▶ _WORKING DATA_
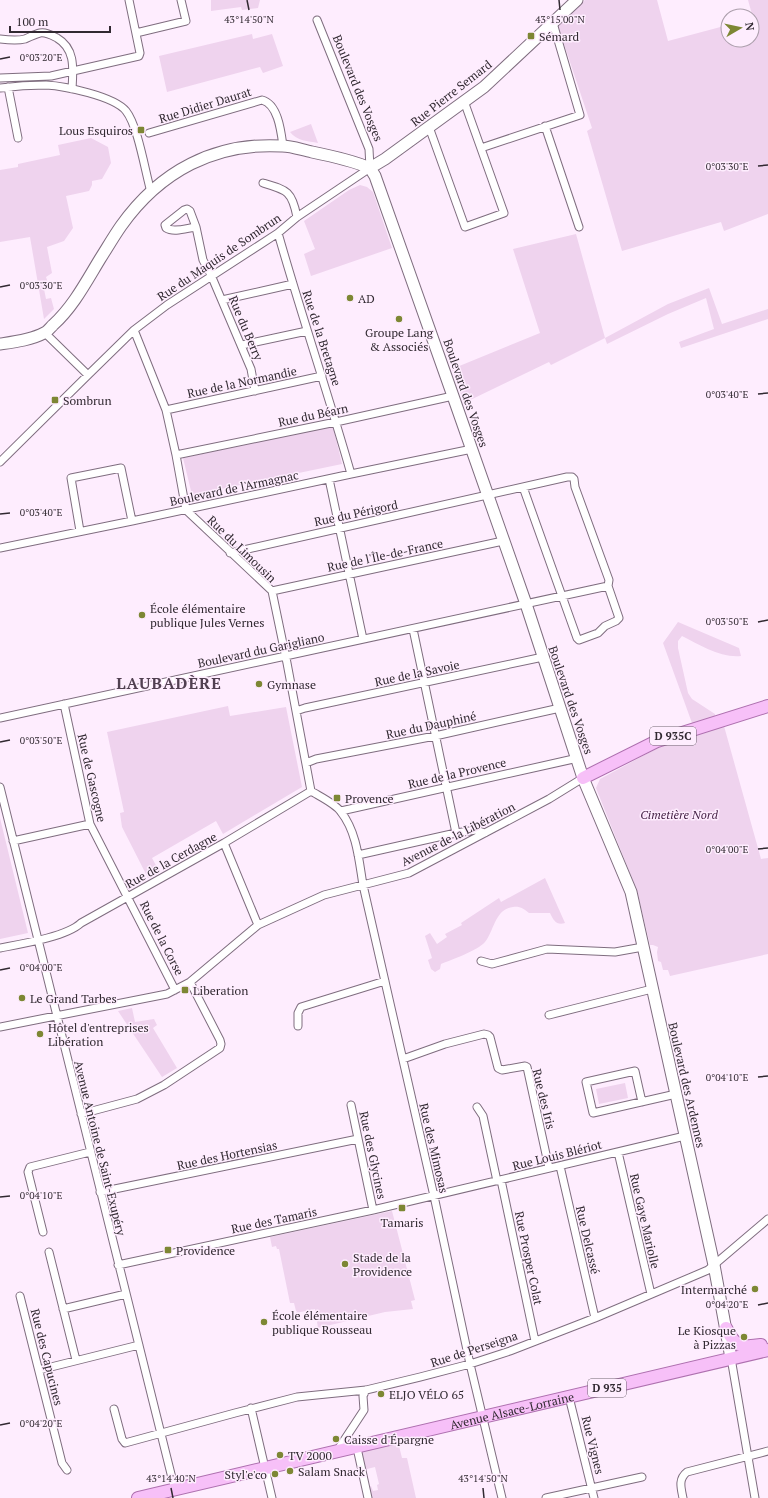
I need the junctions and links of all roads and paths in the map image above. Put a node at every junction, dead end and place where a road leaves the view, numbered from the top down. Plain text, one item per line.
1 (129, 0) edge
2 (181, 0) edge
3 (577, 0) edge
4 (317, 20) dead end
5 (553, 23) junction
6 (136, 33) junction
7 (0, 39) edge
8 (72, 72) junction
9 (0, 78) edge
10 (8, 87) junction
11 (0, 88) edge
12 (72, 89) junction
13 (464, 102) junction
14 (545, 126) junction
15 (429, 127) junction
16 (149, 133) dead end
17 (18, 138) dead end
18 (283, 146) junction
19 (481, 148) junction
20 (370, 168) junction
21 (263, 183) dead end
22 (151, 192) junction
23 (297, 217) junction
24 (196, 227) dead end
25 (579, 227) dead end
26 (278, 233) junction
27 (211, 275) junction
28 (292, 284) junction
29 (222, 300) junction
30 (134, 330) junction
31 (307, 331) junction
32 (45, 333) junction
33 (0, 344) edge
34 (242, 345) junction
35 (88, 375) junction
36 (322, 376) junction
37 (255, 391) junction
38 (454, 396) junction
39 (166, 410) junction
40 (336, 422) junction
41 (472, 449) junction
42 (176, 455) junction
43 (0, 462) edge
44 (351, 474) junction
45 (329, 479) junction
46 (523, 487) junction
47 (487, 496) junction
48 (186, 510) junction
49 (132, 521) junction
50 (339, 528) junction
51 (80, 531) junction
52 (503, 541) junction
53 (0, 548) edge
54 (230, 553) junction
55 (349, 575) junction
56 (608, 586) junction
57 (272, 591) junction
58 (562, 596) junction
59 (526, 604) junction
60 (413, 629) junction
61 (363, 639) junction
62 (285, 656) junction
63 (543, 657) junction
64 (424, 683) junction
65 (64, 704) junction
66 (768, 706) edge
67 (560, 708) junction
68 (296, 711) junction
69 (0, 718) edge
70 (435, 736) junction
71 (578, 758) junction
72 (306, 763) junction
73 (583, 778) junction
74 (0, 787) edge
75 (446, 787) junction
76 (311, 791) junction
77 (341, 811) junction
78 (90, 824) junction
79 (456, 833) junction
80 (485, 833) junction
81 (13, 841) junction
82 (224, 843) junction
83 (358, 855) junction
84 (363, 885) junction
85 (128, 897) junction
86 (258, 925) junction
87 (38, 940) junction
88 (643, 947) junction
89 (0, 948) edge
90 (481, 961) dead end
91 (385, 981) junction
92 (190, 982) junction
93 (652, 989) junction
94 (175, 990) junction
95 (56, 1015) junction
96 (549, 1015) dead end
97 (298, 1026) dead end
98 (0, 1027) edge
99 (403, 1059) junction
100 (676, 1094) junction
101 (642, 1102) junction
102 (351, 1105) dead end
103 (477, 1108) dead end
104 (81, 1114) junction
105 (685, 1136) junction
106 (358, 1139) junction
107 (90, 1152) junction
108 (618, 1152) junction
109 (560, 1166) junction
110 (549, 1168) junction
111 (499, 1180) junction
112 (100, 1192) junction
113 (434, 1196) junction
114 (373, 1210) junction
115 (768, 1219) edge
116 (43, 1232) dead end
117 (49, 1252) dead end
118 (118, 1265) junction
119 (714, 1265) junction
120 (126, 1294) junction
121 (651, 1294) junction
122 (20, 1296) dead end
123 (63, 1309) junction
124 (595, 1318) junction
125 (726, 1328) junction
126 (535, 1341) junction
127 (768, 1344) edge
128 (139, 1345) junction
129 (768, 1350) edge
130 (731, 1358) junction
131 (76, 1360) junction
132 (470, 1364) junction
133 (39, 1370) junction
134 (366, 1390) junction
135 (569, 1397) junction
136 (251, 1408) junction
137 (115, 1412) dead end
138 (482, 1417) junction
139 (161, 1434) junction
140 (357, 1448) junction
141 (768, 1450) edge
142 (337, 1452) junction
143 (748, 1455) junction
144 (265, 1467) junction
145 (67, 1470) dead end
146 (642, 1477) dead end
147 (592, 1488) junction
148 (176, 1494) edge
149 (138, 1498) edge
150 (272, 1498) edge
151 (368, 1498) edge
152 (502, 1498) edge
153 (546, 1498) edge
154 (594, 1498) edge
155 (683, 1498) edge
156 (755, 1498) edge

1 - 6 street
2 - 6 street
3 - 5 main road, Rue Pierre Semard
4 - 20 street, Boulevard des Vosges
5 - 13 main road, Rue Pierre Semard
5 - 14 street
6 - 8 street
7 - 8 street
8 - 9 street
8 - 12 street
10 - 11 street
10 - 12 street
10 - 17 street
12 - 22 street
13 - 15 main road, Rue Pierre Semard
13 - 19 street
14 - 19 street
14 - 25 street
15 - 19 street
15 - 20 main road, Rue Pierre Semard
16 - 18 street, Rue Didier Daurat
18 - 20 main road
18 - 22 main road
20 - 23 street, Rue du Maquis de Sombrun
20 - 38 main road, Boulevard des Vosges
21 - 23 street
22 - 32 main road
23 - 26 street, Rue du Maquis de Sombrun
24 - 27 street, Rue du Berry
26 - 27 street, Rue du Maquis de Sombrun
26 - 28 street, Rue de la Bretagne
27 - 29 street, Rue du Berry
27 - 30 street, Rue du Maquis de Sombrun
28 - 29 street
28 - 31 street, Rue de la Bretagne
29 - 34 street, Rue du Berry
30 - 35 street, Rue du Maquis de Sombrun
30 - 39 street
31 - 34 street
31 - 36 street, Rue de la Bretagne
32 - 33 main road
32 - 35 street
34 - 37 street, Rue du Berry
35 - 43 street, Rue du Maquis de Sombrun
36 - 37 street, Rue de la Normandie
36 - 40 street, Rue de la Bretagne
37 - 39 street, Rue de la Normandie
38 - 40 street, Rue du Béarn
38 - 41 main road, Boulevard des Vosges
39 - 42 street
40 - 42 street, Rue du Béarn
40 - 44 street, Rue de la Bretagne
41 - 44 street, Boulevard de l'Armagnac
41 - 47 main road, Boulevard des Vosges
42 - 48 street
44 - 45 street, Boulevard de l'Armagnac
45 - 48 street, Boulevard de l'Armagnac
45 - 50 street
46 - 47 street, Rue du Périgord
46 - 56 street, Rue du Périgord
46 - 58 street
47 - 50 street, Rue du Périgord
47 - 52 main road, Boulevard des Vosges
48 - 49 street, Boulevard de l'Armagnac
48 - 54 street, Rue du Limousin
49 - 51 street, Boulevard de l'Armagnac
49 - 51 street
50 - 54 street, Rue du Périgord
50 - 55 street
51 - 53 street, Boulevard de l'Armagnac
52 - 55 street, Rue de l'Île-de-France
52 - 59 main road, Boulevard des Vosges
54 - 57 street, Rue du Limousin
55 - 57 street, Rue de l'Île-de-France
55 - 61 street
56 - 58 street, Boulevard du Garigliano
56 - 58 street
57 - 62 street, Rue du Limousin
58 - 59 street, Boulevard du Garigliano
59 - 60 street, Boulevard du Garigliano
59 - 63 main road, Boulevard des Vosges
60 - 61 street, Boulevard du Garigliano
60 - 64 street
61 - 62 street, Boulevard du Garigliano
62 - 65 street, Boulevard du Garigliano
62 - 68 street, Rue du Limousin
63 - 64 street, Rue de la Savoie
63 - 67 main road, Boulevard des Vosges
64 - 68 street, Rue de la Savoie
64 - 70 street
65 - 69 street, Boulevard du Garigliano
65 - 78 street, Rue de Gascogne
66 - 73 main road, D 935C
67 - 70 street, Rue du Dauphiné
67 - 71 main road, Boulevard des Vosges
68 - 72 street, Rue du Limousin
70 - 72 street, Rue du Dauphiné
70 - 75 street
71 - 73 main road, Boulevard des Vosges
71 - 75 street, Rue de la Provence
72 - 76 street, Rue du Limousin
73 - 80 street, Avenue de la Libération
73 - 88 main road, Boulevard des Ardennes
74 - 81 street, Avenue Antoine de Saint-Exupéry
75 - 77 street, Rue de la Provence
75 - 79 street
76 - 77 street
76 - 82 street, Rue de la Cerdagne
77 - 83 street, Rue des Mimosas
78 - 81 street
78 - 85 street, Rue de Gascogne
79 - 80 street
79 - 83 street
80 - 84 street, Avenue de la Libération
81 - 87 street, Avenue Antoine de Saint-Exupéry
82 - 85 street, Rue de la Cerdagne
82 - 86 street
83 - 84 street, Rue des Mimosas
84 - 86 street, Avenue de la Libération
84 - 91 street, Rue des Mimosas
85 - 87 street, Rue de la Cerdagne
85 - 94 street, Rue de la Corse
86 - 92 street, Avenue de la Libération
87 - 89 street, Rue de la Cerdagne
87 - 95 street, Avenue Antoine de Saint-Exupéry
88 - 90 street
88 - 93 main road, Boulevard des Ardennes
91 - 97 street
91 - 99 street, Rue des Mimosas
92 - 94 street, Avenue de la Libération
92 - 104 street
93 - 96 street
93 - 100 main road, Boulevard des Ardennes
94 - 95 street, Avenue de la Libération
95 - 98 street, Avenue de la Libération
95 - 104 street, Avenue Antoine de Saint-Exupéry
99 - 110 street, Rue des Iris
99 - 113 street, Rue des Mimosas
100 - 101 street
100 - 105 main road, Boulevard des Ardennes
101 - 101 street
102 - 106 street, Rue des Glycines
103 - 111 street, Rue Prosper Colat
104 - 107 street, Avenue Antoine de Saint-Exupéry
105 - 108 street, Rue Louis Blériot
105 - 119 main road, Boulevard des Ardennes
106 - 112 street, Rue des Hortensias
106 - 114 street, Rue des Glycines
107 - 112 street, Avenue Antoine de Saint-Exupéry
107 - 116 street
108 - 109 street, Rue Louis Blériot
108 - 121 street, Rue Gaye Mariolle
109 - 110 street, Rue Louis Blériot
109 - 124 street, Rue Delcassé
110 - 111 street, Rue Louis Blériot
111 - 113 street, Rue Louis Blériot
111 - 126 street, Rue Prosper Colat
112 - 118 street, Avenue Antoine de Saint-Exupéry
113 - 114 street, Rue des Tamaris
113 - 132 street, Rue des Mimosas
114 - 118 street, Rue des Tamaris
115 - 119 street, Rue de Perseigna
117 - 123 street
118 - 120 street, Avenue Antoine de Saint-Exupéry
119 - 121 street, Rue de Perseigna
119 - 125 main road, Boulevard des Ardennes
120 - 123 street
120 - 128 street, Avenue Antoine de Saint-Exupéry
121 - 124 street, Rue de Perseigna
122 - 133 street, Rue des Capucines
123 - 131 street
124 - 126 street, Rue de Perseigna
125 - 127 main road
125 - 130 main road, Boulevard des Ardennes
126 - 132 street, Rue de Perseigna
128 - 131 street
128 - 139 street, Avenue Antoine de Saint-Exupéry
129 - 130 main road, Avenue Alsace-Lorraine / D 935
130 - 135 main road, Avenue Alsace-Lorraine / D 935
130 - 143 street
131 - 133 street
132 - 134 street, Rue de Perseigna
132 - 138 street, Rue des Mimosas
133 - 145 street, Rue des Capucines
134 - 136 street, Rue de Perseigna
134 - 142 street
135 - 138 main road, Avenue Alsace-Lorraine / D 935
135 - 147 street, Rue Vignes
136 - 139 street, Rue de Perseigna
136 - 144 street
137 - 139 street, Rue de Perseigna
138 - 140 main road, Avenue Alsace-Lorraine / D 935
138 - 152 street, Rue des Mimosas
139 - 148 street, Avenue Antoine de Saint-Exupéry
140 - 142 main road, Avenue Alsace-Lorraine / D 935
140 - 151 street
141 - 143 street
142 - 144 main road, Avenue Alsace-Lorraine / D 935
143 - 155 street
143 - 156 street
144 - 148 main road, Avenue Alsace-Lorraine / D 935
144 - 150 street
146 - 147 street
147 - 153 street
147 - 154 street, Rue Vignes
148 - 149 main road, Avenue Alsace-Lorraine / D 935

▶ _INSTRUCTIONS TO FOLLOW_
If a line of the data above contains "Semard", copy it out.

▶ _WORKED SOLUTION_
3 - 5 main road, Rue Pierre Semard
5 - 13 main road, Rue Pierre Semard
13 - 15 main road, Rue Pierre Semard
15 - 20 main road, Rue Pierre Semard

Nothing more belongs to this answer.